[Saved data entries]
========

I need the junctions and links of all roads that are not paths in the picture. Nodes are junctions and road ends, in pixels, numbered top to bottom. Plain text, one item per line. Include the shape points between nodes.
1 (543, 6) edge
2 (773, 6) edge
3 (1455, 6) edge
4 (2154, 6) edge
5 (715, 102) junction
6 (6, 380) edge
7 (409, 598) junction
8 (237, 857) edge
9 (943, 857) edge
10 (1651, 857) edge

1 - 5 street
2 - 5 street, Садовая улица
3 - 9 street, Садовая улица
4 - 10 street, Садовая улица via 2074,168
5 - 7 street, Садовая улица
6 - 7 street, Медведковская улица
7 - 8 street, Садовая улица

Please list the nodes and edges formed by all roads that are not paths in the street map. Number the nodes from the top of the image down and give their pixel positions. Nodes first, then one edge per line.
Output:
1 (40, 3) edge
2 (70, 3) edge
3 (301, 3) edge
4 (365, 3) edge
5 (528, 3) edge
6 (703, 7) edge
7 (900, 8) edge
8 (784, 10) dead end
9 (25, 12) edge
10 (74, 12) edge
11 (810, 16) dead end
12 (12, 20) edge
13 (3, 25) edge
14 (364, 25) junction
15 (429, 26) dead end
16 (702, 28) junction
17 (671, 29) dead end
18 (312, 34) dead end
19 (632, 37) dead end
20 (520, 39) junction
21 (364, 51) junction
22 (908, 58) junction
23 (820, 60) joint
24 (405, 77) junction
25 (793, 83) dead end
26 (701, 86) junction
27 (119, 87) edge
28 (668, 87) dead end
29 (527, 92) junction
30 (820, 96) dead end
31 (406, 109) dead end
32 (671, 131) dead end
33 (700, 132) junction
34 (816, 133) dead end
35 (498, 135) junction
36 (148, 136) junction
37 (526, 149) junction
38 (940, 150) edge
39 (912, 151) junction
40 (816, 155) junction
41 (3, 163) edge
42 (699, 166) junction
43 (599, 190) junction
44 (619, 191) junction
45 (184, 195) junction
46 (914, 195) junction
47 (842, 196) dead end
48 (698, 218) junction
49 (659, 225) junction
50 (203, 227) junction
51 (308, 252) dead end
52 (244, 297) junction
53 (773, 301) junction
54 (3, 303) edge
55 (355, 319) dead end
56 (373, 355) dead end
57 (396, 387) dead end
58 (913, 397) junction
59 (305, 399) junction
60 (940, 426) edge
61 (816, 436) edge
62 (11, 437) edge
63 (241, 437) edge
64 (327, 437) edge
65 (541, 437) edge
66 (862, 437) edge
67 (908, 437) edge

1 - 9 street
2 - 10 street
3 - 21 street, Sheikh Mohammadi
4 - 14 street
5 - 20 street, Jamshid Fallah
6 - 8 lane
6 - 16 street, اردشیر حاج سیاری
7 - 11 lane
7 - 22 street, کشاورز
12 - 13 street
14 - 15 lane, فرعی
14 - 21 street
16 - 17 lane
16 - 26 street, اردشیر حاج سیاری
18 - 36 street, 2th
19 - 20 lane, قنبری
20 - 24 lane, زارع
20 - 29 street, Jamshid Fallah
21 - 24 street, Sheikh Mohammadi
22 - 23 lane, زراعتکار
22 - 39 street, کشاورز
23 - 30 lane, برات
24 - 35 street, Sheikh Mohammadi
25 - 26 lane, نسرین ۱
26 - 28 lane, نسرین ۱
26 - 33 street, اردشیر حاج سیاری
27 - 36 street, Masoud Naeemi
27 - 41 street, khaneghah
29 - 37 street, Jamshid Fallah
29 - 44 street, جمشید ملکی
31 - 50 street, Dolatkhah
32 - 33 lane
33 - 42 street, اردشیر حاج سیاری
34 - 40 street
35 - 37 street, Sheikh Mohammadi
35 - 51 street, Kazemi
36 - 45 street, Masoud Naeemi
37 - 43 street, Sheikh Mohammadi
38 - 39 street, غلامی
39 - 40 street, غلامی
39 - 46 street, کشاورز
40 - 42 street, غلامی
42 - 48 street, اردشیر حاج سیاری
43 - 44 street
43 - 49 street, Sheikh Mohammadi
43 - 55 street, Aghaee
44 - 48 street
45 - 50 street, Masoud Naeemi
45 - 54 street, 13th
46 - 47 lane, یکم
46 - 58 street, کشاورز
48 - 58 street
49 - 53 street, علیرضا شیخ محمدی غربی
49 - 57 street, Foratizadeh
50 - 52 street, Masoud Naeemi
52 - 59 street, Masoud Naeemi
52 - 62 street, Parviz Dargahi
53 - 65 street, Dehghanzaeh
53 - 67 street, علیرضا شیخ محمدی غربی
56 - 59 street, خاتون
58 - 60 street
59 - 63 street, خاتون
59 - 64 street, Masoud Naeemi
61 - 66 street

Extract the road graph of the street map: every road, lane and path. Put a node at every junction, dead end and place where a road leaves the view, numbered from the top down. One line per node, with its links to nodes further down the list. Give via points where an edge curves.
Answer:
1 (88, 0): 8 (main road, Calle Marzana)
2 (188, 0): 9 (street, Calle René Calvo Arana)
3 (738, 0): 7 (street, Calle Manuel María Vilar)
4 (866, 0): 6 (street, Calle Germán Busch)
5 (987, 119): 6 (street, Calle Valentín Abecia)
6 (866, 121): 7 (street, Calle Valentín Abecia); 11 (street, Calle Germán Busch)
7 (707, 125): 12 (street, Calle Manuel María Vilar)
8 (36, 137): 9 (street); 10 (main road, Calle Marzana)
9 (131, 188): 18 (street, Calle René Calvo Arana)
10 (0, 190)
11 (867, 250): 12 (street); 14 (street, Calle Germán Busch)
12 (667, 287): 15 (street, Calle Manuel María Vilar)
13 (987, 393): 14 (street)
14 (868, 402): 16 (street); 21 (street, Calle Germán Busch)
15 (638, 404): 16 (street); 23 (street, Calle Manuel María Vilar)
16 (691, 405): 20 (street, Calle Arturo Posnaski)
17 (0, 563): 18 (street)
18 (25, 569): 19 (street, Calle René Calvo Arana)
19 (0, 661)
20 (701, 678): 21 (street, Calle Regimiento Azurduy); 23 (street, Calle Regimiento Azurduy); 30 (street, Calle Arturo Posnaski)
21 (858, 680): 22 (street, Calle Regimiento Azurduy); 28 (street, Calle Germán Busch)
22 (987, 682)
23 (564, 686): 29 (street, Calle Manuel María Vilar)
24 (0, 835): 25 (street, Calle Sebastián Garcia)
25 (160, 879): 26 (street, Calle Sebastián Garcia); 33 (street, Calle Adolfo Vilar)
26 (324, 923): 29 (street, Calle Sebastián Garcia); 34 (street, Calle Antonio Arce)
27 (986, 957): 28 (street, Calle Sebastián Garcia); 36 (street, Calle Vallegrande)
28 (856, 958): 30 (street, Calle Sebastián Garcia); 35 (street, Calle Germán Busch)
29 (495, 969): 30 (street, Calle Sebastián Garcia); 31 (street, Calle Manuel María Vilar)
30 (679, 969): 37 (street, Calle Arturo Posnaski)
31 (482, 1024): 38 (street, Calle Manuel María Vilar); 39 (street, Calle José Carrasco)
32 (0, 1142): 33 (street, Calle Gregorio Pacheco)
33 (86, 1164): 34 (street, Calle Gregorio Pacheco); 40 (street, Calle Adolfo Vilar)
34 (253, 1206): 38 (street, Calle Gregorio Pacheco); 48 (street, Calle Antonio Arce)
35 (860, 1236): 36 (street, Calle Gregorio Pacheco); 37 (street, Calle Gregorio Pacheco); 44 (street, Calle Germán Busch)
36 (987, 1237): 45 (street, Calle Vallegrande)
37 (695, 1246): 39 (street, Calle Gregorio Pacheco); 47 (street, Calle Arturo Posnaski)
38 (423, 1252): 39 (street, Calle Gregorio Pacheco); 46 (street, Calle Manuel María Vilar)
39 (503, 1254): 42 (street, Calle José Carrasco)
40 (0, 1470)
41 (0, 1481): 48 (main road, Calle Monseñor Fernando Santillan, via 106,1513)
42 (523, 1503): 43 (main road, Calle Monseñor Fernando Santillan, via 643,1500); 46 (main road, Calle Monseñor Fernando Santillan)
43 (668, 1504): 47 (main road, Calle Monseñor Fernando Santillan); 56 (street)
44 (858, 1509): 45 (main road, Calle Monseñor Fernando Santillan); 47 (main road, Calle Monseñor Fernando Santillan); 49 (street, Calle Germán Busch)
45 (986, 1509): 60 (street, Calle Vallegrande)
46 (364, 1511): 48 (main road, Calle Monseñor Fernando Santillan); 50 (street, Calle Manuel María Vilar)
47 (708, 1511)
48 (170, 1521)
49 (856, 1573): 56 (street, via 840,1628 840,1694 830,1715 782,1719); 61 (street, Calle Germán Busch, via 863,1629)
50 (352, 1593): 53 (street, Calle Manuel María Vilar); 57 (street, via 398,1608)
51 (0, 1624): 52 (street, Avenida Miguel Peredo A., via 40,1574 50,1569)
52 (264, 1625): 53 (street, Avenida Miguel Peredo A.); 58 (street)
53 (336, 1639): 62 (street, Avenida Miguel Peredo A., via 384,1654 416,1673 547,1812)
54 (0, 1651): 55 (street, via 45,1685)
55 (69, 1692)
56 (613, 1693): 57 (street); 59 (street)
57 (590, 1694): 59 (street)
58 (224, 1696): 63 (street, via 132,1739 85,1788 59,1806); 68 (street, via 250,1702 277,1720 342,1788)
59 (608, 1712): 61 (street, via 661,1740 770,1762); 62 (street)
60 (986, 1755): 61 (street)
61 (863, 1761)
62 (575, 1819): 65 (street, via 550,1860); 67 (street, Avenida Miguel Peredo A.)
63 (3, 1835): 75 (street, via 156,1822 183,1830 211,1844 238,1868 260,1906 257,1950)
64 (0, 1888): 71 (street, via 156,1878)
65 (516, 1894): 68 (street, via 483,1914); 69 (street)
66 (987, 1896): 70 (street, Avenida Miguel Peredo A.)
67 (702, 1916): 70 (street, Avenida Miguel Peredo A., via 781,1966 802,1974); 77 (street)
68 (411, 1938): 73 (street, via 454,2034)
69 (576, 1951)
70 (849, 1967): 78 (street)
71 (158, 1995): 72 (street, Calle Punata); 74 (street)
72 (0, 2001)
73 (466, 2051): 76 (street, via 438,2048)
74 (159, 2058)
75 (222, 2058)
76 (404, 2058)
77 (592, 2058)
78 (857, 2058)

========

In the records above, how many lines contain the string "René"? State that number only.

3